2008-12-31
Certificate authorities seem to be a real weakness in SSL
My main reaction to recent events is that they show how certificate authorities are one of the real practical weaknesses in SSL. All of the theoretical security in the world can be trivially thrown away by shoddy practices on the part of a single trusted certificate authority, and we've recently seen not one but two such CAs exposed.
The case of the improperly issued mozilla.com certificate is a clear-cut procedural failure, either failing to vet your resellers or failing to properly vet a signing request or, for that matter, both flaws at once, depending on your perspective. My view is that it is both at once, since Comodo appears to have been happy to take money from what could generously be called an extremely dodgy reseller and to delegate customer verification to resellers, which I am not convinced is at all consistent with a CA's responsibilities.
While the RapidSSL CA exploit is primarily an attack based on the weaknesses of MD5, note that it was only made possible by the sloppy security habits of RapidSSL, namely sequential serial numbers and fast, predictable signing speeds.
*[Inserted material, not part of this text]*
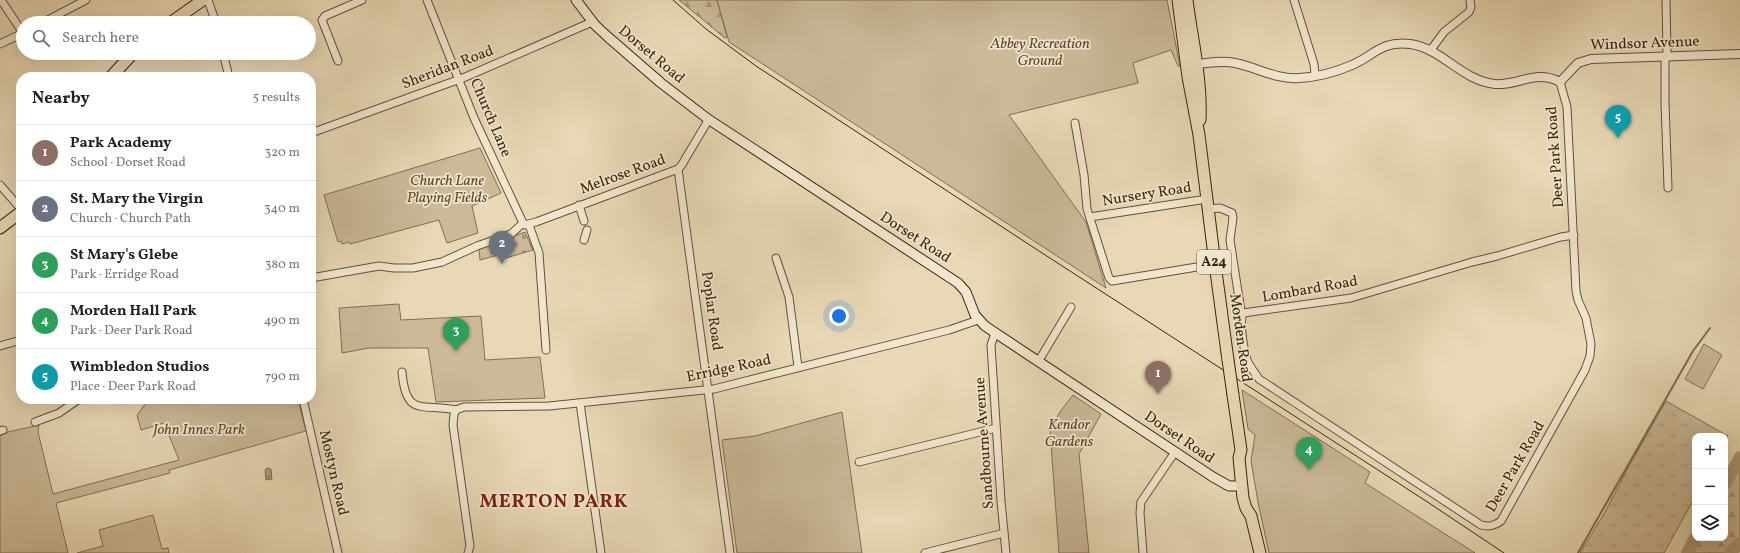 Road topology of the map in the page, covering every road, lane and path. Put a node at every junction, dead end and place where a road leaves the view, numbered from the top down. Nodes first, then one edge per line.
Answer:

The latter is especially significant as a CA security issue, because it means that the ability to sign certificates with RapidSSL's CA certificate is very 'close' to the public-facing website and is fully accessible by automated means. Even if an attacker who can compromise the website does not get the CA private key, they have probably gained the ability to get a valid certificate for any host.
(I am going to generously assume that RapidSSL's internal software won't auto-sign CA delegation certificates or wildcarded certificates, and that RapidSSL's private key is held in a hardened dedicated crypto processor, not in something that an attacker could compromise.)
It would be nice if we could believe that these were isolated incidents. But I can't; I think that they are the inevitable end product of the kind of economic incentives that CAs operate under. There is simply no money to be made from security and from vetting people; security costs money, and vetting your resellers and customers not only costs money, it also loses you money as you have to turn down more resellers and customers instead of taking their money. In the absence of actual costs to this behavior (as opposed to occasional bad press), we should expect that there are far more weak CAs out there that just haven't been exposed yet.
2008-12-19
Comments and dialogues
As Author writes, you don't strictly speaking need to have blog comments in order to have a (blog) dialog. Well, sort of (at least in my opinion). One of the strong advantages of blog comments, and I think why would-be commentators keep asking for them, is that they are the easiest way to make sure that the person who wrote the original entry sees your reaction to their entry. Fairly often the primary audience for your reaction is the original author, so not getting their attention renders your entire effort pointless.
(They can ignore your comment or pretend that it doesn't exist, for example by deleting it, but usually even this means that they've seen it. And yes, comments don't always guarantee that your reaction is seen, but I think that they are a lot more sure than the alternatives in practice.)
In practice I think it's somewhat more than that. Comments (at least comments that don't get moderated or deleted) offer a winning combination of being public, attracting the attention of the original author, and being the most likely way to get other people who read the original entry to see your reaction. Nothing else really comes close; email is private, and your own blog entry may not attract the attention of either the original author or other readers, especially if your blog is less widely read and influential.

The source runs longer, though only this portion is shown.